This should not be news, but given the polarised debate around climate and energy politics in Australia it very much is: The prime minister of Australia, Scott Morrison, has visited a solar farm.
Why is this important, or even worth mentioning? Well, as far as we can tell, it is the very first time that any minister in Morrison’s government has visited a new wind or solar farm.
Indeed, any sort of visit by any Coalition minister to a wind or solar farm since their election in 2013 has been a rare event, despite the massive number of new facilities that have opened and transformed the country’s grid.
Apart from a documented visit by former prime minister Malcolm Turnbull to the Barcaldine solar farm in 2017, (along with the local MP and now agriculture minister David Littleproud), Coalition ministers have been largely absent from the official openings of the more than 100 wind and solar farms over the past eight years.
Credit: Queensland Country LifeThat should be surprising. The saying goes that politicians will normally attend the opening of an envelope, but it seems they have been way too busy to attend such openings, including current energy minister Angus Taylor, who passed up an invitation last year to attend the opening of a new wind farm in his electorate.
The irony is that most of these wind and solar farms have been built largely as a result of a mechanism that the Coalition tried to kill – the renewable energy target – even though the government has been quite happy to boast of the wind and solar deployment in recent months as it seek to defend its climate policies.
And it is not as though the new technologies had gone unnoticed. Former prime minister Tony Abbott complained wind farms were “visually awful”, but despite invitations didn’t actually visit one, and former treasurer Joe Hockey said they looked “appalling”, and Taylor – who once headlined the “national wind power fraud” rally in Canberra, also campaigned against the wind farms in and around the ACT.
Morrison, who has mocked both the Tesla big battery at Hornsdale (he compared it to the big banana and the big prawn) and electric cars for “ruining the weekend”, (although he did get to drive an electric truck) finally got to visit a solar farm when he visited the Pilbara iron ore projects owned by billionaire Andrew Forrest.

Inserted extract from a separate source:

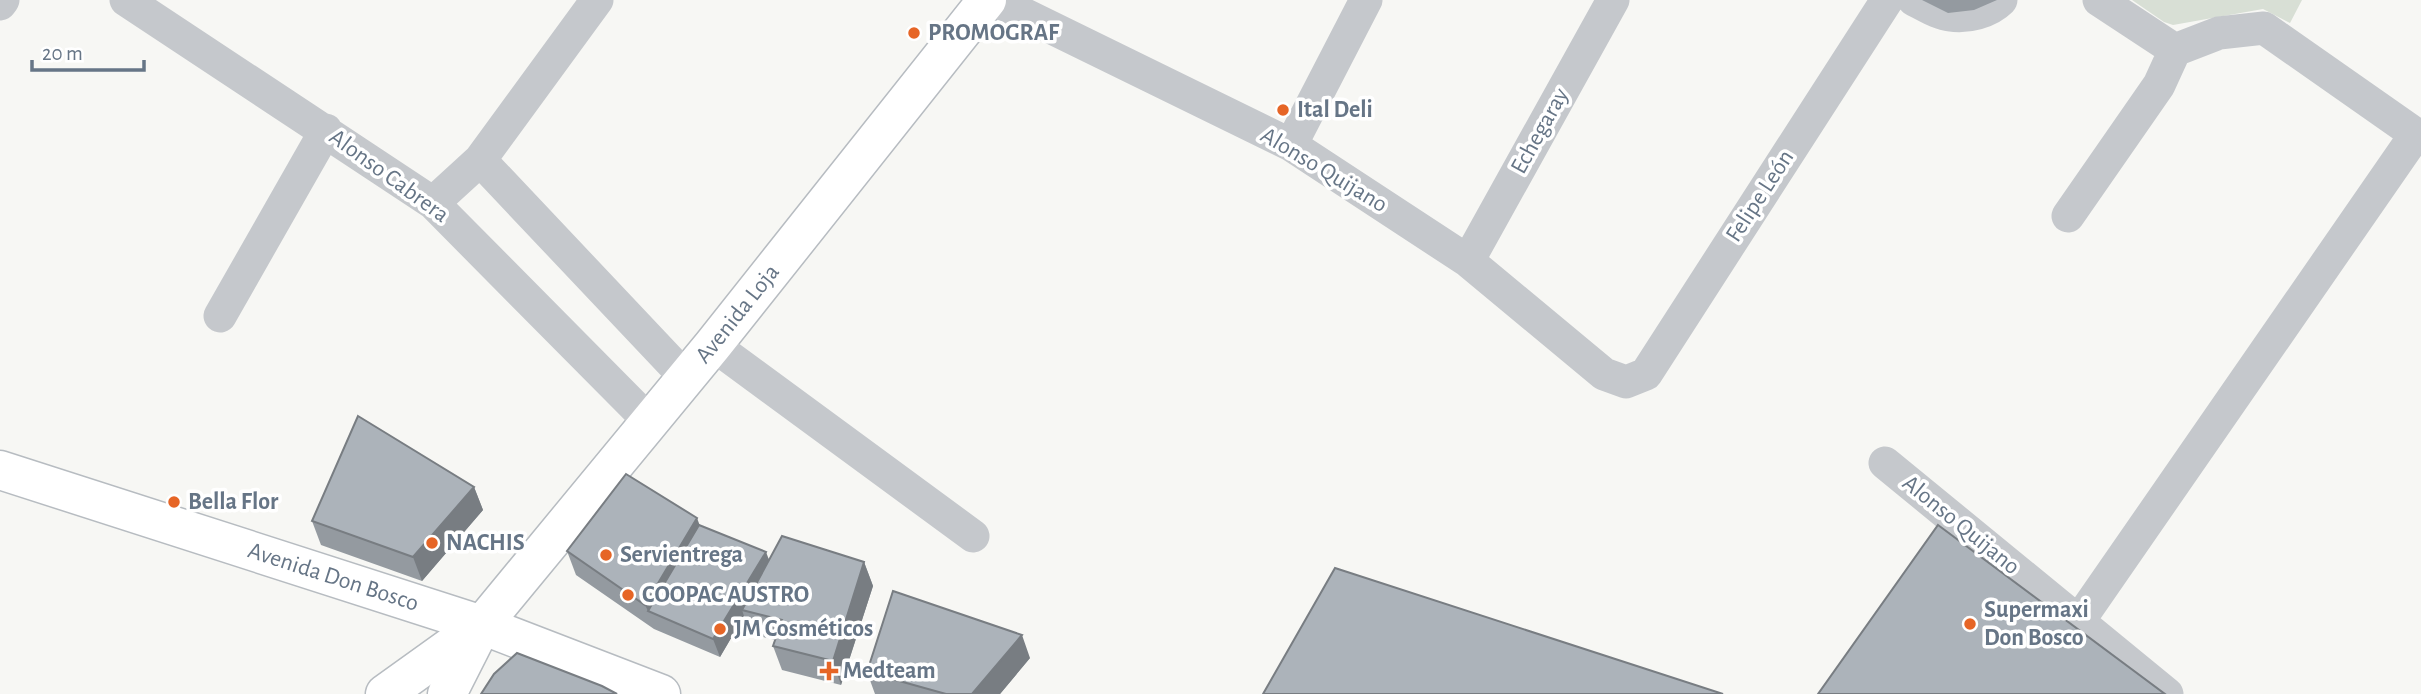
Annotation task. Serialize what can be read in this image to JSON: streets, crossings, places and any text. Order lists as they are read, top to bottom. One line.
{"streets":{"main road":["Avenida Loja","Avenida Don Bosco"],"street":["Echegaray","Alonso Quijano","Alonso Cabrera","Felipe León"]},"crossings":[["Echegaray","Alonso Quijano"],["Alonso Quijano","Felipe León"],["Alonso Cabrera","Avenida Loja"],["Avenida Loja","Avenida Don Bosco"]],"places":{"other":["PROMOGRAF","Ital Deli","Bella Flor","NACHIS","Servientrega","COOPAC AUSTRO","Supermaxi Don Bosco","JM Cosméticos"],"health":["Medteam"]},"scale_bar":"20 m"}
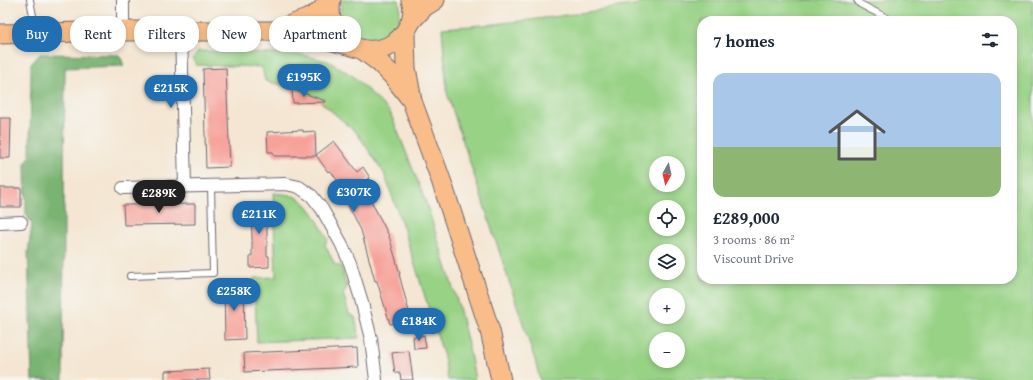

The picture above shows the two of them a fortnight ago at the new 60MW Chichester solar farm being constructed by Alinta, and which will help power the Christmas Creek iron ore mine and other mines on the privately owned grid that also powers the huge mines owned by Gina Rinehart.
The Chichester solar farm is just going through its last commissioning tests and is not yet operating commercially, but hopefully Morrison was able to take the technology seriously, given Forrest’s plan to use solar to provide all the daytime electricity needs of his iron ore operations, and his plans to build a big battery on that grid, and his huge green hydrogen plans in Australia and across the globe using wind and solar.
But having visited a solar farm, was the prime minister able to bring himself to actually utter the word “solar” in his briefing to journalists? Sadly, according to the PM’s official transcript of his media conference, he did not.
Forrest most certainly did:
“Here you have miles and miles of solar panels, which we will combine with wind, which will eventually power the entire Pilbara, and we will be building gigawattage which is equivalent to what Australia powers itself with as a nation,” Forrest said, in line with his hugely ambitious green hydrogen plans.
To which Morrison responded by praising the amount of iron ore produced at Forrest’s mines. He did manage to mention “green hydrogen”, but not specifically wind or solar. And the three questions posted by the media were about China, Covid19, and blood clots, and not about solar.